= Problem requirements =
For the entries below, count the lines that contain the word "Карбышева" and reply with that number only.

= Information given =

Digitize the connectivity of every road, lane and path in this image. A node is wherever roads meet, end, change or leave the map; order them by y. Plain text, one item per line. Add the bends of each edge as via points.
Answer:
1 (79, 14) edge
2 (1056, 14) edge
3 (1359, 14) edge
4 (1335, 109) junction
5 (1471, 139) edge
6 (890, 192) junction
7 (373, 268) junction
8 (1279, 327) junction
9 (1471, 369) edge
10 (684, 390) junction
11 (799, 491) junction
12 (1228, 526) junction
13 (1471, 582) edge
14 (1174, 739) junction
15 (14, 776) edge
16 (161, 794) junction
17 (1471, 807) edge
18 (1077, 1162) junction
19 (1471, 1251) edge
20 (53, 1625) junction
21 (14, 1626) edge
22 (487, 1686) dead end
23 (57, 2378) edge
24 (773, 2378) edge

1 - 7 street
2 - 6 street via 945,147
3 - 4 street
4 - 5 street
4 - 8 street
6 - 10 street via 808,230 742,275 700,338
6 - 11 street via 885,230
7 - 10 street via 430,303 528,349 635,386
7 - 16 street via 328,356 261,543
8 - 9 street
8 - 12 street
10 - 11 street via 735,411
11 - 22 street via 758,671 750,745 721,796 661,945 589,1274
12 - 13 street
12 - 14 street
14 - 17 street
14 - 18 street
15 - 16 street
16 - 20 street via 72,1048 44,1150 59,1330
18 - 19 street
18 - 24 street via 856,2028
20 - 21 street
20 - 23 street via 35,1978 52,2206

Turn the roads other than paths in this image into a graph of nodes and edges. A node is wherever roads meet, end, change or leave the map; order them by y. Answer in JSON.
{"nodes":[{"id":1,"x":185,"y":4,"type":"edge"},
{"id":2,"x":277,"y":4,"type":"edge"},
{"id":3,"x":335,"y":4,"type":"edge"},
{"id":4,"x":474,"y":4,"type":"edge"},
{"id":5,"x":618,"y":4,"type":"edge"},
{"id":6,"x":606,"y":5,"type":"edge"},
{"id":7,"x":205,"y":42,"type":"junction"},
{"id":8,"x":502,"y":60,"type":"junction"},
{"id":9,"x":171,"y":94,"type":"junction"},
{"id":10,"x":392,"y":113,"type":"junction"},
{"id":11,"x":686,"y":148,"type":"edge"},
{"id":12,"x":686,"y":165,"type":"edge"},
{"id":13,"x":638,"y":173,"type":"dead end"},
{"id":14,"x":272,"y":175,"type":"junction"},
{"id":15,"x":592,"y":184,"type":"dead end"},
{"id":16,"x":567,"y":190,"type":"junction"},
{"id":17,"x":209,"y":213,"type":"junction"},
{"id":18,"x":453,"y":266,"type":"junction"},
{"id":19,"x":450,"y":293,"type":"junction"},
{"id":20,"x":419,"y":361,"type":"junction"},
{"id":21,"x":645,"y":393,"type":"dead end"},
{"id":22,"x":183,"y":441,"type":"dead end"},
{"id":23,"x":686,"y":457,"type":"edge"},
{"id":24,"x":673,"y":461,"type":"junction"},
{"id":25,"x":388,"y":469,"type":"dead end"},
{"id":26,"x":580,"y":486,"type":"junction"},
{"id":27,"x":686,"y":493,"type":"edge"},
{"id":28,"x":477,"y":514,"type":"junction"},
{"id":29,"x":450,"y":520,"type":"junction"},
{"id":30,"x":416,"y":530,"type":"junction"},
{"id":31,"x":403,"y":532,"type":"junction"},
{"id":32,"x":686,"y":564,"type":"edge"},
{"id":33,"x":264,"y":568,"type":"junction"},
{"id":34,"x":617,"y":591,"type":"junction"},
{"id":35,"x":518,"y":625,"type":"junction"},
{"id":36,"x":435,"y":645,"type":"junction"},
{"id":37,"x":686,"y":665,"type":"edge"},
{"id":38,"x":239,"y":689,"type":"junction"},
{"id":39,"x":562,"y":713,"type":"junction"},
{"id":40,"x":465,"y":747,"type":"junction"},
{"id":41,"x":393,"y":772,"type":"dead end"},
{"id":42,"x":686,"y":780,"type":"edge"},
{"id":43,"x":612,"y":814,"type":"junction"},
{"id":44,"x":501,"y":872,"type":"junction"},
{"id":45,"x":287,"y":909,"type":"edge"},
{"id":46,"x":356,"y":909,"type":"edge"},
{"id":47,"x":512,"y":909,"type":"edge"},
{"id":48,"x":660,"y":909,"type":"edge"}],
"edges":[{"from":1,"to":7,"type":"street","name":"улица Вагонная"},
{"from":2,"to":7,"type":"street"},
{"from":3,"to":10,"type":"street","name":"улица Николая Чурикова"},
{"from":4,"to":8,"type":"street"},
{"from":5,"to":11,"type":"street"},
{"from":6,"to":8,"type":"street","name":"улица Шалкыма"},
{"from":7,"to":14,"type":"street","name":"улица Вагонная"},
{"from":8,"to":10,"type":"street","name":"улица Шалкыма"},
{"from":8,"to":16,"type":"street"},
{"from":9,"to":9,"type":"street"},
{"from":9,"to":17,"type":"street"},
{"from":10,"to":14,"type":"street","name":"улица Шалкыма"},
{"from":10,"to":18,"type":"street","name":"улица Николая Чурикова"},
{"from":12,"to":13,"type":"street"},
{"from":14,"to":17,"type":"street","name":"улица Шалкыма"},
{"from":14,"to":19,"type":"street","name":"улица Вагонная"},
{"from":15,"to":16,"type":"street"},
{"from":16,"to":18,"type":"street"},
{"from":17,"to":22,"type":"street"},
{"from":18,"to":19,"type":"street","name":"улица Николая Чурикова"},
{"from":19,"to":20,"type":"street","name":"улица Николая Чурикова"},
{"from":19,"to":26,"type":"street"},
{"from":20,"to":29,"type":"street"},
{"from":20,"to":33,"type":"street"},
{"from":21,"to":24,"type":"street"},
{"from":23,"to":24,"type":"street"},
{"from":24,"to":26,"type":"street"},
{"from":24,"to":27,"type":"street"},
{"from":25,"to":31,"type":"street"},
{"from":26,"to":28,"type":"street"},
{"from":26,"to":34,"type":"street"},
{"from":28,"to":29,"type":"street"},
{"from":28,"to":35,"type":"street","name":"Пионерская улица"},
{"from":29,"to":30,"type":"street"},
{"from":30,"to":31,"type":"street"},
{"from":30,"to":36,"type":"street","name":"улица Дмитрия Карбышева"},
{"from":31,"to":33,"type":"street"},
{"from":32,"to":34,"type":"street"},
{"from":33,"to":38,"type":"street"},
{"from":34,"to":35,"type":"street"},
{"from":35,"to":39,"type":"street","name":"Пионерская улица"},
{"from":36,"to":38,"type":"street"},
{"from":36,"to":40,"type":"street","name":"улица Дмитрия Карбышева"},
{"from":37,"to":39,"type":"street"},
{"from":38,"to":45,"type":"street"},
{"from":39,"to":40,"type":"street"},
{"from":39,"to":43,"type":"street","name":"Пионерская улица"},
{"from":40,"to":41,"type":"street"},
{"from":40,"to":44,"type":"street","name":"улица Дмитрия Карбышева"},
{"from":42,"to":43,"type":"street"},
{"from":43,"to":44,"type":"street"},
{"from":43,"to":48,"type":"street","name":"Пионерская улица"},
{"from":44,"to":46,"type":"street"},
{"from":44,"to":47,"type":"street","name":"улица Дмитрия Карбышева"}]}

= Problem solution =
4